Organizations are subject to greater pressure than ever to adapt to disruptive change. Digital transformation continues to remake entire industries, even as new technologies like machine learning and artificial intelligence promise to increase the velocity and scale of disruption.
In response, organizations have increasingly looked to bring the benefits of design-led change into their strategy. Yet, they are by their nature resistant to embracing the unknown through exploration and experimentation. This places the benefits of innovation at risk, as it’s often unable to take root and thrive within existing organizational systems.
I just co-authored an article in the Service Design Network’s, that outlines some hard-won, practical insights for how to bridge this gap:
- Begin planning for innovation to transition into day-to-day governance from the start. Most innovation work fails to account for the resistance existing strategic, management, and measurement systems will exert. The gap between efficiency and innovation can be turbulent—design for the transition with intent.
- Engage with people from both the top and the bottom. Often, innovation work is rightly focused on marshaling the excitement of employees to understand and embrace the possible. However, it often neglects giving similar structure and direction to executives. Recognize that executives also need their role within innovation clearly defined as they have one foot in the current-state and one foot in the future-state. It's inherently risky.
- Align change with existing goals and priorities where possible. This gives change a toehold in measurement, which makes the possible tangible. We’ve found that goals, objectives, and initiatives—when introduced early—form a common vocabulary between everyday management and what could be. It’s a vehicle to calibrate the scope and pace of innovation with what Jan Chipchase calls ‘organizational metabolism.’
- Demand participation to drive executive messaging. It’s easy for the efficient organization to plow forward and become misaligned with innovation work.
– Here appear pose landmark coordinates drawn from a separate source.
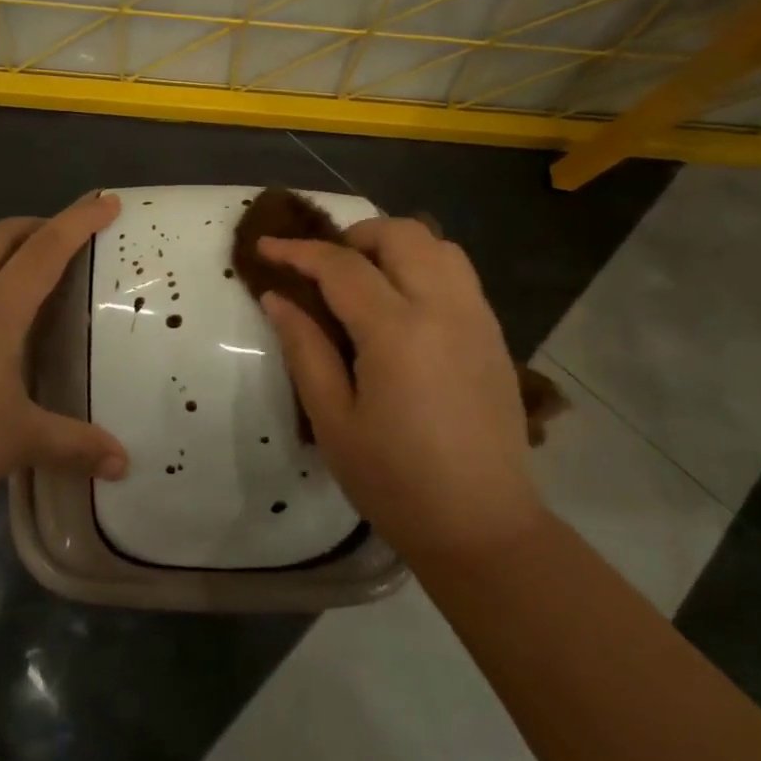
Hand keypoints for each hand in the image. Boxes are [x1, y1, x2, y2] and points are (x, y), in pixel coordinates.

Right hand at [257, 218, 541, 559]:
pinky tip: (401, 307)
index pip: (341, 266)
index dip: (298, 251)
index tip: (265, 246)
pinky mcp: (494, 335)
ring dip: (394, 246)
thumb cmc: (395, 482)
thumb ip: (304, 349)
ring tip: (364, 280)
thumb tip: (277, 298)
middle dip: (353, 236)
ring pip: (438, 245)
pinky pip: (458, 274)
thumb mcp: (333, 420)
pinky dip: (423, 266)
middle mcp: (444, 308)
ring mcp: (477, 318)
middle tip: (322, 269)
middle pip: (401, 234)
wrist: (482, 527)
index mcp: (397, 332)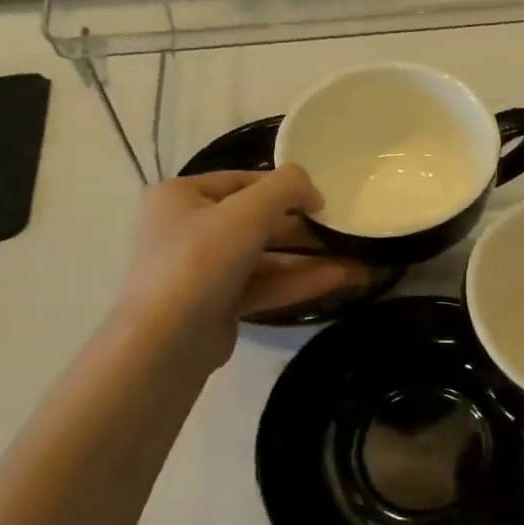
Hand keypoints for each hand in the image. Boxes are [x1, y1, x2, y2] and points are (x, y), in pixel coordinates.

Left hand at [112, 168, 367, 369]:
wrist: (165, 343)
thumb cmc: (201, 261)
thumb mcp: (248, 211)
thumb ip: (287, 187)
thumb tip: (312, 191)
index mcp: (182, 196)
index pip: (243, 181)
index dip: (286, 186)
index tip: (324, 199)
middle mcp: (188, 229)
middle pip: (258, 220)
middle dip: (305, 228)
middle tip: (346, 230)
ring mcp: (203, 270)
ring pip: (266, 257)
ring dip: (310, 258)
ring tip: (358, 261)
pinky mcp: (218, 304)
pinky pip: (264, 284)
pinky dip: (299, 281)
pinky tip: (342, 279)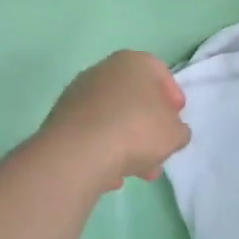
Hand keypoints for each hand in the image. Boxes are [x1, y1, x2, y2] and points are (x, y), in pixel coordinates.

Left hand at [42, 50, 190, 193]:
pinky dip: (102, 151)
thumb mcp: (174, 134)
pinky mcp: (61, 118)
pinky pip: (91, 134)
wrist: (79, 152)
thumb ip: (178, 130)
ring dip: (127, 143)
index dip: (172, 97)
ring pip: (112, 118)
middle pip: (133, 98)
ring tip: (139, 173)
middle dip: (148, 127)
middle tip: (159, 151)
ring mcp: (78, 94)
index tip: (176, 119)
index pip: (159, 72)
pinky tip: (111, 176)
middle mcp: (103, 70)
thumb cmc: (136, 131)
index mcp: (134, 62)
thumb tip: (170, 131)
When executives are involved and can unite the language of change with the language of daily governance there’s a greater chance the tensions can be bridged.
As Jared Spool recently put it: “Your organization is perfectly optimized to get the results it’s getting. Want to change the results? You need to change your org.”
Of course, it’s easier said than done. As organizations seek the benefits of design-led change, it’s more important than ever they not just pursue it, but ensure that the promise of innovation transitions into the day-to-day governance.